DEERFIELD, ILL. – With profitability surging and sales growth slightly lagging targets, Mondelez International, Inc. has stepped up efforts to bolster volume-driven revenue growth, said Irene Rosenfeld, chairman and chief executive officer.
The introduction of Oreo brand chocolate bars in the United States and Milka chocolate in China are among two initiatives Ms. Rosenfeld highlighted aimed at helping Mondelez sustain moderate revenue growth in a challenging macroeconomic environment.
Irene Rosenfeld, chairman and c.e.o. of Mondelez |
“We’re filling key white spaces by establishing beachheads in key markets,” Ms. Rosenfeld said. “We recently launched chocolate in China, where initial response to our Milka bundle has been very positive. We’re also launching mainstream and premium chocolate in the U.S., where we believe the Oreo and Green & Blacks brands will resonate well with consumers.
“We acquired the license to sell Cadbury-branded biscuits around the world. This will enable us to grow our Cadbury choco-bakery portfolio in more than 100 markets. And in Japan, we launched Oreo, Ritz and Premium biscuits in September, following the repatriation of our brands there.”
Ms. Rosenfeld addressed investment analysts in an Oct. 26 earnings call.

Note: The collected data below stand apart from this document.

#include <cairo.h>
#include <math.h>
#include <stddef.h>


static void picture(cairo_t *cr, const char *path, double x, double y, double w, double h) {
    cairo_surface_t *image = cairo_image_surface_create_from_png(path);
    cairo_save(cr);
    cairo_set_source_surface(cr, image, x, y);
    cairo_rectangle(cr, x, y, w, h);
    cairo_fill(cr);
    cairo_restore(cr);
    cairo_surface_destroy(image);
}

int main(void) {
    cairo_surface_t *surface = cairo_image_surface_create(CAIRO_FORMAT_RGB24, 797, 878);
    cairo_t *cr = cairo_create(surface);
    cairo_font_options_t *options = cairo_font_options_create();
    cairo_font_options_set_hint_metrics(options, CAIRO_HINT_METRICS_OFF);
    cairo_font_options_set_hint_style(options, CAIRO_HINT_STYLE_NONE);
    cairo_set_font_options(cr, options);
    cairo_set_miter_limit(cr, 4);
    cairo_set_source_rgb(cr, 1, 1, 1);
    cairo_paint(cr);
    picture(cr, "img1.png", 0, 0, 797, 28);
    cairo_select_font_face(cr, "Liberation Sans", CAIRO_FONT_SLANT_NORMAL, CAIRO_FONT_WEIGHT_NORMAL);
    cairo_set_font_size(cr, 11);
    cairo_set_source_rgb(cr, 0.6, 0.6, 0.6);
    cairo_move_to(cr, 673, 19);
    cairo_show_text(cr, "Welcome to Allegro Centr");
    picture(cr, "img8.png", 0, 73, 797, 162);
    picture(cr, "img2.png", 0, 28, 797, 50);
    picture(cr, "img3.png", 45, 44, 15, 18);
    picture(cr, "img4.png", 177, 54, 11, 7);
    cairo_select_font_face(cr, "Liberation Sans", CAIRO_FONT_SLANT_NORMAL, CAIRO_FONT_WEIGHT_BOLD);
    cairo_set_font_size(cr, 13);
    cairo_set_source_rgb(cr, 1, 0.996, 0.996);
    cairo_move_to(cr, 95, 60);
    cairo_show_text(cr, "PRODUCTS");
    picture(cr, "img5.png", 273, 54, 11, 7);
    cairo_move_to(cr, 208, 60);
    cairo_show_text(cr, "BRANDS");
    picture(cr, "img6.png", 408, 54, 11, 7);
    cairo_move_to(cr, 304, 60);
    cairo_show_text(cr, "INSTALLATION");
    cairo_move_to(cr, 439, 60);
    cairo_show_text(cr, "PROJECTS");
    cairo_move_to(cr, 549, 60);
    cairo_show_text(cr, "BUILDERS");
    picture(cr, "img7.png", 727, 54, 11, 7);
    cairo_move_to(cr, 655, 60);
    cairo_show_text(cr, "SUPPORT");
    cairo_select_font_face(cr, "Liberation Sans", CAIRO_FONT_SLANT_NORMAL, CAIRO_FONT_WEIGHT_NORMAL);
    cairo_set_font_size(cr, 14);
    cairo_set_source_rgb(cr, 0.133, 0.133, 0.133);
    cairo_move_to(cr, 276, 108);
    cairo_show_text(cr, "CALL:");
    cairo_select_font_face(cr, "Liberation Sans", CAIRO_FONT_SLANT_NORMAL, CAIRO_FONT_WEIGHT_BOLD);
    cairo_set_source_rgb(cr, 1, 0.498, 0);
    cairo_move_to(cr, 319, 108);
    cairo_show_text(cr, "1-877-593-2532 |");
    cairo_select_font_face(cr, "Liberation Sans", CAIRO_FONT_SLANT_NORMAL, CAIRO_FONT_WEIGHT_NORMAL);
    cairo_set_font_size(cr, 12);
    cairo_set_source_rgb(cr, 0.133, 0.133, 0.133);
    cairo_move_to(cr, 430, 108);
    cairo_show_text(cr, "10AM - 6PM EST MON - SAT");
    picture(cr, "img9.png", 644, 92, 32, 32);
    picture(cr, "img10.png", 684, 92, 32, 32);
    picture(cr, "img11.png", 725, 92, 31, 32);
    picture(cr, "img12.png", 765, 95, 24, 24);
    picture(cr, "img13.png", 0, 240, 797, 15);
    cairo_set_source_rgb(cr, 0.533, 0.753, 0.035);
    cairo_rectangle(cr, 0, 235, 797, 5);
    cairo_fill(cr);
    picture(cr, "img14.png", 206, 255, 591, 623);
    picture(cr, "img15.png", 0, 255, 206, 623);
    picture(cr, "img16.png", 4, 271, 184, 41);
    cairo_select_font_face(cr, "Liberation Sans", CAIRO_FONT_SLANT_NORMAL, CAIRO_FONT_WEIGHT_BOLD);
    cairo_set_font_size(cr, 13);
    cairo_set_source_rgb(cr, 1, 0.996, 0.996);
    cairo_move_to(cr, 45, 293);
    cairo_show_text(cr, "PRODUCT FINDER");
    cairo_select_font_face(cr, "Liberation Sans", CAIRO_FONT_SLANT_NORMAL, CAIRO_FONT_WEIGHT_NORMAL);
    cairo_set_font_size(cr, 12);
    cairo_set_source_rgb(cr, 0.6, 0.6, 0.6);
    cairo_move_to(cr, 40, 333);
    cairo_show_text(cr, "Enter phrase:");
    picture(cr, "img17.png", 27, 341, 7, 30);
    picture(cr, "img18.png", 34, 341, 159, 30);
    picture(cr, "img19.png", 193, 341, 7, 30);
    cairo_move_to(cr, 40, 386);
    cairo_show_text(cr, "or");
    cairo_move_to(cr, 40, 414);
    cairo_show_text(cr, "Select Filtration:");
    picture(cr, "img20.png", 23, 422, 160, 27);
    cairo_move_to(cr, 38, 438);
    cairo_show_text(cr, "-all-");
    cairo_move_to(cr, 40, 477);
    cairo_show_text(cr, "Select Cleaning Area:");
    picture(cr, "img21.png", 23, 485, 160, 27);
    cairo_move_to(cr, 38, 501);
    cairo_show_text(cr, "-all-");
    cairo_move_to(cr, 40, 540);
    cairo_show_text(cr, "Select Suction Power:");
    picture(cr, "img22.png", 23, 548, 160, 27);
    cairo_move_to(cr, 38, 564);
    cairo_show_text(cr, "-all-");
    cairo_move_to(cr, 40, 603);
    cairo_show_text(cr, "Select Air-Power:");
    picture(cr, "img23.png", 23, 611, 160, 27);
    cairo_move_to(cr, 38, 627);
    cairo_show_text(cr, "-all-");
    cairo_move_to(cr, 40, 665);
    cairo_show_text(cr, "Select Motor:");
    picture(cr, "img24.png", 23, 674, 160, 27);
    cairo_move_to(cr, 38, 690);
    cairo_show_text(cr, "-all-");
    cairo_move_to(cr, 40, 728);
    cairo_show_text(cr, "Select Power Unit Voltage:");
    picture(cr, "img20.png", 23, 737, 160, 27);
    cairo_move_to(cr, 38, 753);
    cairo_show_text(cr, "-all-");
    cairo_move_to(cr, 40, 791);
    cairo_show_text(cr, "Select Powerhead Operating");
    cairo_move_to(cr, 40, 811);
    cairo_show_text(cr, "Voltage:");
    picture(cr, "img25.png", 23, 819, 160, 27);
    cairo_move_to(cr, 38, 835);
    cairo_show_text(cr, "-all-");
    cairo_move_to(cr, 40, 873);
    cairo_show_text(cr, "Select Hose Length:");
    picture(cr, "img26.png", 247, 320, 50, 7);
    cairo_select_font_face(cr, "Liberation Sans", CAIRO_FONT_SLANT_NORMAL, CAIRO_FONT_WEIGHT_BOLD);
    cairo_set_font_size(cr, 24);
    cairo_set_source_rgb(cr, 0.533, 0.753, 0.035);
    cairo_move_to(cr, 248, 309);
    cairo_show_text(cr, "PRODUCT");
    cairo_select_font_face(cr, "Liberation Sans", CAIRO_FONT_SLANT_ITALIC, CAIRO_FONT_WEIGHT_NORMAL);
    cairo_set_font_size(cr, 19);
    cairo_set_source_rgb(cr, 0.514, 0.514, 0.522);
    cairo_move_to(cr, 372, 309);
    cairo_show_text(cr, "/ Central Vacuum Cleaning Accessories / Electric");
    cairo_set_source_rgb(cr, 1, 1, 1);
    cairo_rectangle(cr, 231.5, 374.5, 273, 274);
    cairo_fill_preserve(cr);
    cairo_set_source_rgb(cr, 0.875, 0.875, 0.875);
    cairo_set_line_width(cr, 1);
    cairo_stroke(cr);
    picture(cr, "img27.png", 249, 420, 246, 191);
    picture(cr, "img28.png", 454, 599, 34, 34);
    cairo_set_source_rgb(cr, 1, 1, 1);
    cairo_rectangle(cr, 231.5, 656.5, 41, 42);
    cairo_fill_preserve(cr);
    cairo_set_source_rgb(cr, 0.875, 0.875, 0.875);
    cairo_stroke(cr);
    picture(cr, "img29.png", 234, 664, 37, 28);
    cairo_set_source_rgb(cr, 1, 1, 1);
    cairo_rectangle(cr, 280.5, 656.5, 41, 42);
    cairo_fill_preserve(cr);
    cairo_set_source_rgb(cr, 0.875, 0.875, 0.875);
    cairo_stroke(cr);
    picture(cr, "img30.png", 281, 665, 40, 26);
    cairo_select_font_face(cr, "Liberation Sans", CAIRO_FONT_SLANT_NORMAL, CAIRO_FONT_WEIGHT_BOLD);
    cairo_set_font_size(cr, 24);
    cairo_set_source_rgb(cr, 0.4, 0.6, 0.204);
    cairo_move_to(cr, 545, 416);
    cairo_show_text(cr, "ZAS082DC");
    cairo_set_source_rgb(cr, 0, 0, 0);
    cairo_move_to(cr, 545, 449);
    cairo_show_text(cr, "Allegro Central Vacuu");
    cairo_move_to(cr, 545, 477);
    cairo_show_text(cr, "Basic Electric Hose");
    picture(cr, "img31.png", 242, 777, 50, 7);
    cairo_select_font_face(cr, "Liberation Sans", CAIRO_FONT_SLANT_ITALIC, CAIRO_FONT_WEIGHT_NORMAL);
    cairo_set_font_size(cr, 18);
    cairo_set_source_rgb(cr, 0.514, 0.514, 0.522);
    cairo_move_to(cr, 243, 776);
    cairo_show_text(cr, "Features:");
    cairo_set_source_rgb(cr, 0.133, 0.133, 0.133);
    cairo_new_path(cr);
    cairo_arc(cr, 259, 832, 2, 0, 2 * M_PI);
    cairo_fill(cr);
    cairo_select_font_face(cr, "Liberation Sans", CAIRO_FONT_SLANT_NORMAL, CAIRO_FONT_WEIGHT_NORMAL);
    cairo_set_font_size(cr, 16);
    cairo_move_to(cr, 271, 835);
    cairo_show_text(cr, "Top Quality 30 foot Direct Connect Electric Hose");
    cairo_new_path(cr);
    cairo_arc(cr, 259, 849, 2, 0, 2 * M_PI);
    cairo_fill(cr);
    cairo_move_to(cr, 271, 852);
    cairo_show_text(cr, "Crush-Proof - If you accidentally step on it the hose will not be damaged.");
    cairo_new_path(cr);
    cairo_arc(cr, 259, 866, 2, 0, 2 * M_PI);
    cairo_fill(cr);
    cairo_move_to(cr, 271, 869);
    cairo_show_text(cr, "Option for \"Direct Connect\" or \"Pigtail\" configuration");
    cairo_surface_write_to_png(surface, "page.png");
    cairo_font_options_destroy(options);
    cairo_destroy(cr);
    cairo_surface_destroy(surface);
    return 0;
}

Other steps the company has taken to drive growth include stepping up investments behind Mondelez power brands, selectively investing “to narrow price gaps” when needed and “sharpening connections with our consumers through digital marketing, and innovating to redefine permissible snacking,” Ms. Rosenfeld said.
She said the efforts to date have paid dividends.
“For example, Oreo, belVita and Milka all posted mid to high single-digit growth year to date,” she said. “And we have solid momentum behind our Thins Biscuit platform, which includes innovations like Oreo Thins and Chips Ahoy! Thins on the sweet side, and Good Thins and Ritz Crisp & Thin on the savory side.”
As reported net income in the third quarter plunged from the same period a year ago. The year earlier period included a $7.1 billion gain from transactions connected with the company’s coffee businesses.
Third-quarter net income was $548 million, or 38c per share on the common stock, down 93% from $7,266 million, or $4.52 per share, during the same period last year. Net revenues were $6,396 million, down 7% from $6,849 million.
Adjusted earnings per share in the third quarter, excluding the coffee transactions and other items, rose 42%. The company’s operating income margin was 15.8%, a 220 basis point improvement from the same quarter in 2015.
The company tightened its full year outlook, offering a more guarded projection of adjusted sales growth for the year and a more upbeat forecast of profitability growth.
At 1.6%, net revenue growth for the year compares with the most recent guidance of “about 2% growth.” The 1.6% figure is in line with year-to-date sales growth. Earnings-per-share growth guidance of 25% compares with the most recent forecast of double-digit growth.
“Although our top line is not yet where we would like it to be, year-to-date organic net revenue grew 1.6%, led by our power brands, which were up more than 3%. Importantly, these results reflect a steadily improving contribution from volume/mix,” Ms. Rosenfeld said. “We've continued to aggressively reduce overheads and improve the efficiency and cost structure of our supply chain, while making necessary investments to accelerate growth. As a result, we've been able to expand adjusted operating income margin by 260 basis points.”
In the focus on volume-driven revenue growth, Ms. Rosenfeld said North America has contributed solidly, as has Europe and Asia Pacific.
Mondelez is “expanding our routes to market,” she said to further enhance growth opportunities.
“This includes a significant focus on e-commerce, which grew approximately 40% in Q3,” she said.